Another way I have been experimenting with is to build a static site based on the Markdown files inside my vault. I used two pieces of tooling, one slightly more infrastructural called Lettersmith, and the other which provided me with a template to get started called obsidian-lettersmith. My notes are published to GitHub pages.

Notes should be linked densely

I am lifting this idea directly from Andy.

Linking notes together forces us to comb through our mental model of the world. The knowledge garden that we build up is an externalized graph that maps our knowledge; it is a tool to help us remember things. We should leverage our externalized graph to help us find connections between ideas. In doing so, we reinforce the connections that live in our mind.

Note titles should imperatively advance one idea

Note titles are the currency of links between notes. We need them to be imperative such that they positively advance a message. Being imperative, they are more easily linked in the body of the text in which the link is being made, whether it is in a list form or in prose form.

Obsidian is an IDE for linked thought

By "IDE", I mean "Integrated Development Environment". It has a plugin-based system not unlike VSCode, and like any other IDE, it offers a toolset that makes accomplishing things faster.

A few examples:

  • Unified pop-up search that lets us fill in the titles of linked notes, or create new ones that aren't already present. This facilitates the note linking process by eliminating the need to search for another note in a different UI. This is one way Obsidian plays the role of an IDE.
  • Graph view that lets us visualize connections between notes, and browse through notes that are along the path from one idea to another
  • Automatic back-link detection for notes that have smaller titles with one-click linking. This also reduces the barrier to note linking.

Being able to actively cultivate linked thoughts via linked notes helps foster connections between ideas. In contrast to Evernote, which also supports note linking, Obsidian's ability to use the pop-up search to insert links helps a ton with linking notes. In other words, the UI reduces the friction involved in linking notes.

Notes should be centered around concepts

We center a note on concepts, rather than an author, or a book, or something else.

Concepts are translated into content espoused by authors/books/websites. They are like "instances" of the general idea; they provide support/evidence that we can refer to inside a note. Authors in their writings usually espouse multiple atomic concepts (see: Notes should be atomic), which makes referencing the exact idea in a note on a book difficult too.

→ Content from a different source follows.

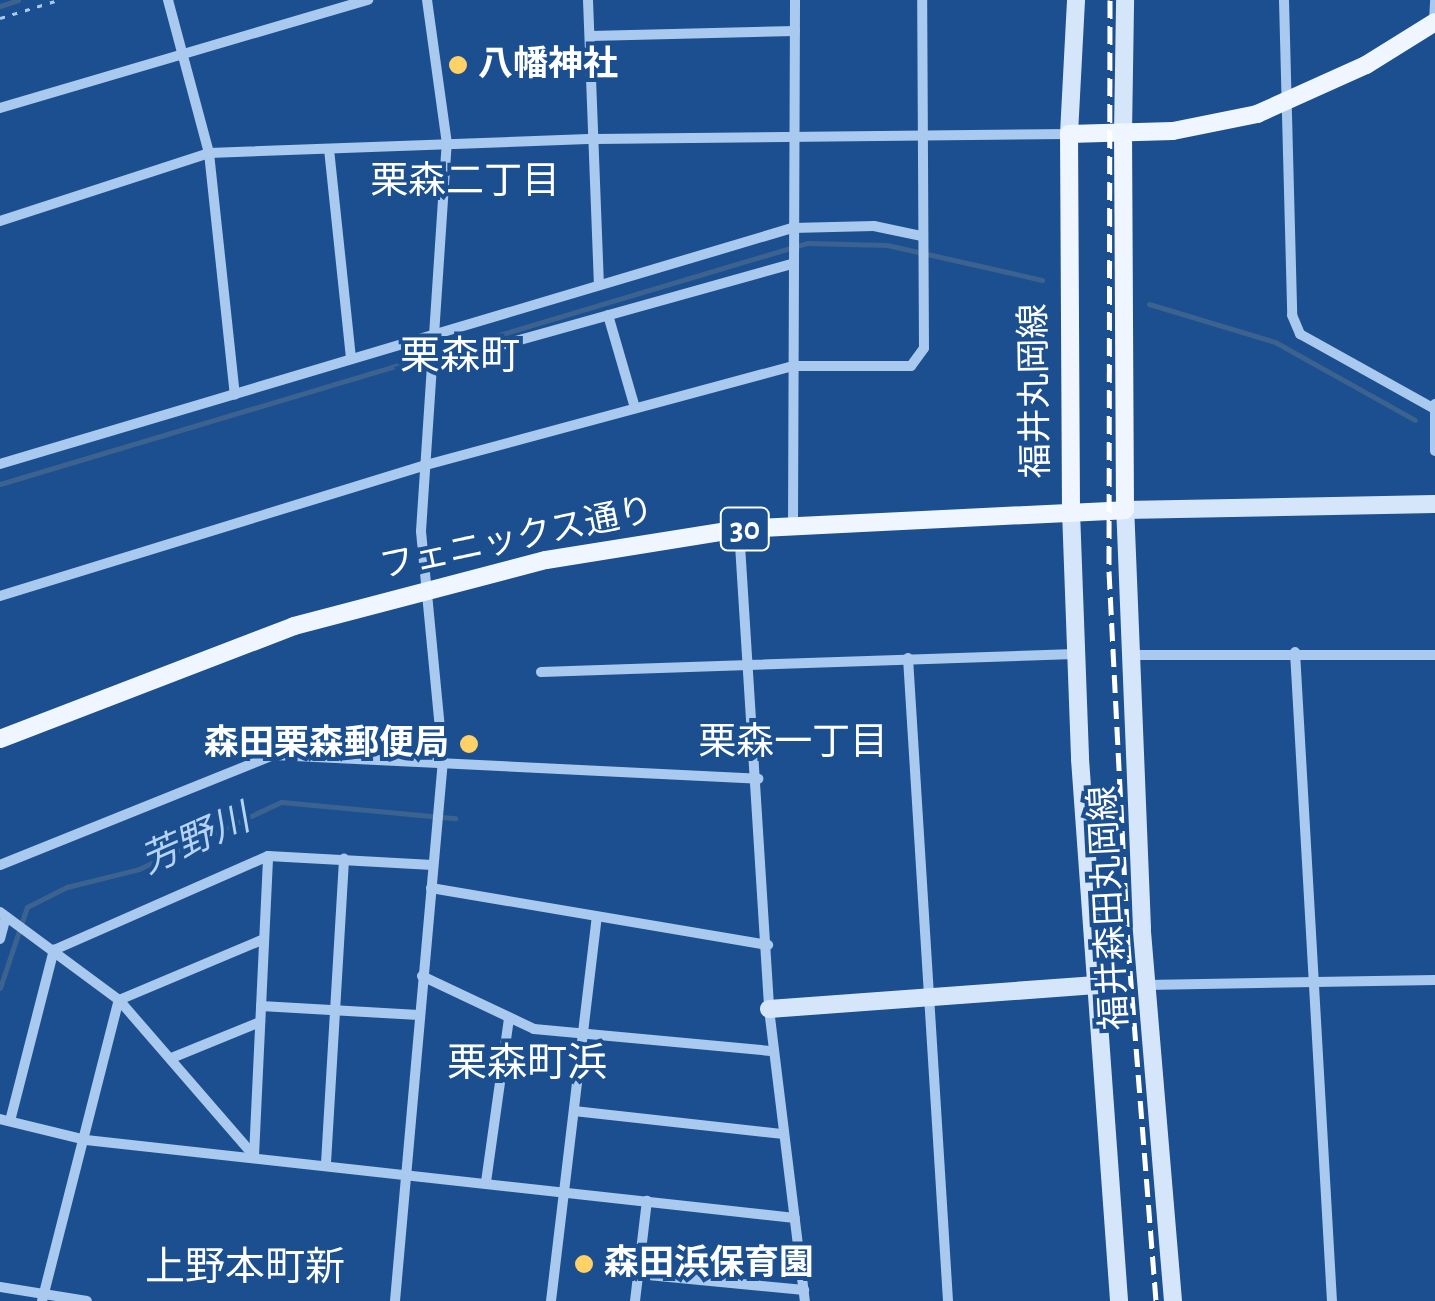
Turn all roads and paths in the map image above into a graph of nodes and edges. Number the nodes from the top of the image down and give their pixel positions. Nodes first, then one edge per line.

Obsidian operates on open standards

Obsidian doesn't lock you into proprietary formats that can't be parsed elsewhere. Hackability is part of the ethos of the software.

A few examples:

  1. It uses plain Markdown with only one extension -- wiki links -- to build the graph of interlinked notes.
  2. Obsidian vaults are nothing more than folders of plain markdown files.
  3. Its UI is configured using an obsidian.css file, and this is done on a per-vault basis.

With Obsidian operating as an IDE on top of a filesystem of plain text files, it leaves users free from proprietary data formats or a database. For a collection of plain text notes, the filesystem is a wonderful database. Users can feel much safer about their data without this level of lock-in.

Notes should be atomic

In a personal knowledge graph that relies on notes, the notes should contain a single idea that makes one point. Having two points in the note makes the note confusing to link to.

The knowledge garden should be tended to daily

If not daily, then at least regularly.

This practice, once it becomes a habit, will foster the spaced repetition that is necessary for learning something. Written text externalizes my memory in a permanent and reliable media; revisiting it on a regular basis helps me strengthen the connections in my transient and unreliable memory.

The reason for daily tending, or at least regular tending, is that repetition helps with retention. After all, our goal is to internalize deeply (in our minds) the externalized representation (that lives in our hard disk).